**ASSIGNED TASK**
Write every line of the material out exactly as shown.
Segment Open
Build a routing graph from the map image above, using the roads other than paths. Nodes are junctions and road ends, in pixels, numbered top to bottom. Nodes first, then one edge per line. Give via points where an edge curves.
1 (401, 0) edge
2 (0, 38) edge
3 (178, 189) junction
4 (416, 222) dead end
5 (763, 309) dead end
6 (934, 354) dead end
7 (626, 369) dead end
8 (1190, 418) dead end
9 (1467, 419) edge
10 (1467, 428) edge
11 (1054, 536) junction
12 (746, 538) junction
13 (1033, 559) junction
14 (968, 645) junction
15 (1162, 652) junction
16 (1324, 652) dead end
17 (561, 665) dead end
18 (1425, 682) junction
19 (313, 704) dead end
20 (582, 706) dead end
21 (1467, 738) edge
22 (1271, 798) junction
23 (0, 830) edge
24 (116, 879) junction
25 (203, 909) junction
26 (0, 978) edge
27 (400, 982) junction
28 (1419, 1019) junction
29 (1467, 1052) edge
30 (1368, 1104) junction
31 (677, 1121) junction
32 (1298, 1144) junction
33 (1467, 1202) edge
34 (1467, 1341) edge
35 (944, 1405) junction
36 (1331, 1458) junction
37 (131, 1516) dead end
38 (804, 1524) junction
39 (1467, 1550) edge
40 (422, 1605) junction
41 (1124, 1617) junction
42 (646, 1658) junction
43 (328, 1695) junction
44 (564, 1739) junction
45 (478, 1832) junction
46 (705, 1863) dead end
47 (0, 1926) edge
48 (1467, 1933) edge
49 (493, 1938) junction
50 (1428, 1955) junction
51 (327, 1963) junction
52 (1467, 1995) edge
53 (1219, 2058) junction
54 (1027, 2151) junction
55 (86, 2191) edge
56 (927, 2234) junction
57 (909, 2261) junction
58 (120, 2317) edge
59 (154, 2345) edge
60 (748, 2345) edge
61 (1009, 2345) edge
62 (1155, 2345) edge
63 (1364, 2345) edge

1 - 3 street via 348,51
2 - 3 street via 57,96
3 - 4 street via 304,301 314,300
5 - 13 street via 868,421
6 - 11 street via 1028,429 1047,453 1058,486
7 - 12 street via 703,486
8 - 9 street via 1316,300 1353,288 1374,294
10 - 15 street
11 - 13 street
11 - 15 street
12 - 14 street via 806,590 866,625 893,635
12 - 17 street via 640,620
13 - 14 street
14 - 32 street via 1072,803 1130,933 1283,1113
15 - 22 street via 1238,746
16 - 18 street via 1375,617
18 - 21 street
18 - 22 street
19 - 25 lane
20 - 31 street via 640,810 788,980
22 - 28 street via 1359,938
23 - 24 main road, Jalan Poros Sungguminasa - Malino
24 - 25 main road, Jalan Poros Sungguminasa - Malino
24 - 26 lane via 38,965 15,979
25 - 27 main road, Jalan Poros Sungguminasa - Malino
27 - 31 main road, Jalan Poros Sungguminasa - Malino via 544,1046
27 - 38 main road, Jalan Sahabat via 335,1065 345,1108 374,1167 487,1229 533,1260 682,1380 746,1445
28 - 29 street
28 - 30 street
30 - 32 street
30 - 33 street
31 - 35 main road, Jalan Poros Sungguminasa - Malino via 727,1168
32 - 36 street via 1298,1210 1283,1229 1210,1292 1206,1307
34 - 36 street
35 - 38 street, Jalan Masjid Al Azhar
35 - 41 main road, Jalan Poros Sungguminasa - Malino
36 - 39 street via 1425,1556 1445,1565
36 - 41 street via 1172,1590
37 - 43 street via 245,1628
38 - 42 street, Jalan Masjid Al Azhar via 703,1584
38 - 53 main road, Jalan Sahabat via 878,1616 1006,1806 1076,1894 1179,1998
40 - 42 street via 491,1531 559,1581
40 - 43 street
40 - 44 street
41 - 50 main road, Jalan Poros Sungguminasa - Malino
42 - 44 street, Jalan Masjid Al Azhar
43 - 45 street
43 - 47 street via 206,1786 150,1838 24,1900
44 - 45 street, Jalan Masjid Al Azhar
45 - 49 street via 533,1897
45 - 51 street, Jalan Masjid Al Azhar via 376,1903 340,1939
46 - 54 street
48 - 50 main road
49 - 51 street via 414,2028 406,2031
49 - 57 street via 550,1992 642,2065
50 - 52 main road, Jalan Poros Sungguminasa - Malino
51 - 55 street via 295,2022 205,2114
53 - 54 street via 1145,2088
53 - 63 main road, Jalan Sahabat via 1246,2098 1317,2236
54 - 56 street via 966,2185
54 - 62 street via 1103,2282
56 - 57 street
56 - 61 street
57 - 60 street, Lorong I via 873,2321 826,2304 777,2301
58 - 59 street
Segment Closed
**FINISHED TASK**
Build a routing graph from the map image above, using the roads other than paths. Nodes are junctions and road ends, in pixels, numbered top to bottom. Nodes first, then one edge per line. Give via points where an edge curves.
1 (401, 0) edge
2 (0, 38) edge
3 (178, 189) junction
4 (416, 222) dead end
5 (763, 309) dead end
6 (934, 354) dead end
7 (626, 369) dead end
8 (1190, 418) dead end
9 (1467, 419) edge
10 (1467, 428) edge
11 (1054, 536) junction
12 (746, 538) junction
13 (1033, 559) junction
14 (968, 645) junction
15 (1162, 652) junction
16 (1324, 652) dead end
17 (561, 665) dead end
18 (1425, 682) junction
19 (313, 704) dead end
20 (582, 706) dead end
21 (1467, 738) edge
22 (1271, 798) junction
23 (0, 830) edge
24 (116, 879) junction
25 (203, 909) junction
26 (0, 978) edge
27 (400, 982) junction
28 (1419, 1019) junction
29 (1467, 1052) edge
30 (1368, 1104) junction
31 (677, 1121) junction
32 (1298, 1144) junction
33 (1467, 1202) edge
34 (1467, 1341) edge
35 (944, 1405) junction
36 (1331, 1458) junction
37 (131, 1516) dead end
38 (804, 1524) junction
39 (1467, 1550) edge
40 (422, 1605) junction
41 (1124, 1617) junction
42 (646, 1658) junction
43 (328, 1695) junction
44 (564, 1739) junction
45 (478, 1832) junction
46 (705, 1863) dead end
47 (0, 1926) edge
48 (1467, 1933) edge
49 (493, 1938) junction
50 (1428, 1955) junction
51 (327, 1963) junction
52 (1467, 1995) edge
53 (1219, 2058) junction
54 (1027, 2151) junction
55 (86, 2191) edge
56 (927, 2234) junction
57 (909, 2261) junction
58 (120, 2317) edge
59 (154, 2345) edge
60 (748, 2345) edge
61 (1009, 2345) edge
62 (1155, 2345) edge
63 (1364, 2345) edge

1 - 3 street via 348,51
2 - 3 street via 57,96
3 - 4 street via 304,301 314,300
5 - 13 street via 868,421
6 - 11 street via 1028,429 1047,453 1058,486
7 - 12 street via 703,486
8 - 9 street via 1316,300 1353,288 1374,294
10 - 15 street
11 - 13 street
11 - 15 street
12 - 14 street via 806,590 866,625 893,635
12 - 17 street via 640,620
13 - 14 street
14 - 32 street via 1072,803 1130,933 1283,1113
15 - 22 street via 1238,746
16 - 18 street via 1375,617
18 - 21 street
18 - 22 street
19 - 25 lane
20 - 31 street via 640,810 788,980
22 - 28 street via 1359,938
23 - 24 main road, Jalan Poros Sungguminasa - Malino
24 - 25 main road, Jalan Poros Sungguminasa - Malino
24 - 26 lane via 38,965 15,979
25 - 27 main road, Jalan Poros Sungguminasa - Malino
27 - 31 main road, Jalan Poros Sungguminasa - Malino via 544,1046
27 - 38 main road, Jalan Sahabat via 335,1065 345,1108 374,1167 487,1229 533,1260 682,1380 746,1445
28 - 29 street
28 - 30 street
30 - 32 street
30 - 33 street
31 - 35 main road, Jalan Poros Sungguminasa - Malino via 727,1168
32 - 36 street via 1298,1210 1283,1229 1210,1292 1206,1307
34 - 36 street
35 - 38 street, Jalan Masjid Al Azhar
35 - 41 main road, Jalan Poros Sungguminasa - Malino
36 - 39 street via 1425,1556 1445,1565
36 - 41 street via 1172,1590
37 - 43 street via 245,1628
38 - 42 street, Jalan Masjid Al Azhar via 703,1584
38 - 53 main road, Jalan Sahabat via 878,1616 1006,1806 1076,1894 1179,1998
40 - 42 street via 491,1531 559,1581
40 - 43 street
40 - 44 street
41 - 50 main road, Jalan Poros Sungguminasa - Malino
42 - 44 street, Jalan Masjid Al Azhar
43 - 45 street
43 - 47 street via 206,1786 150,1838 24,1900
44 - 45 street, Jalan Masjid Al Azhar
45 - 49 street via 533,1897
45 - 51 street, Jalan Masjid Al Azhar via 376,1903 340,1939
46 - 54 street
48 - 50 main road
49 - 51 street via 414,2028 406,2031
49 - 57 street via 550,1992 642,2065
50 - 52 main road, Jalan Poros Sungguminasa - Malino
51 - 55 street via 295,2022 205,2114
53 - 54 street via 1145,2088
53 - 63 main road, Jalan Sahabat via 1246,2098 1317,2236
54 - 56 street via 966,2185
54 - 62 street via 1103,2282
56 - 57 street
56 - 61 street
57 - 60 street, Lorong I via 873,2321 826,2304 777,2301
58 - 59 street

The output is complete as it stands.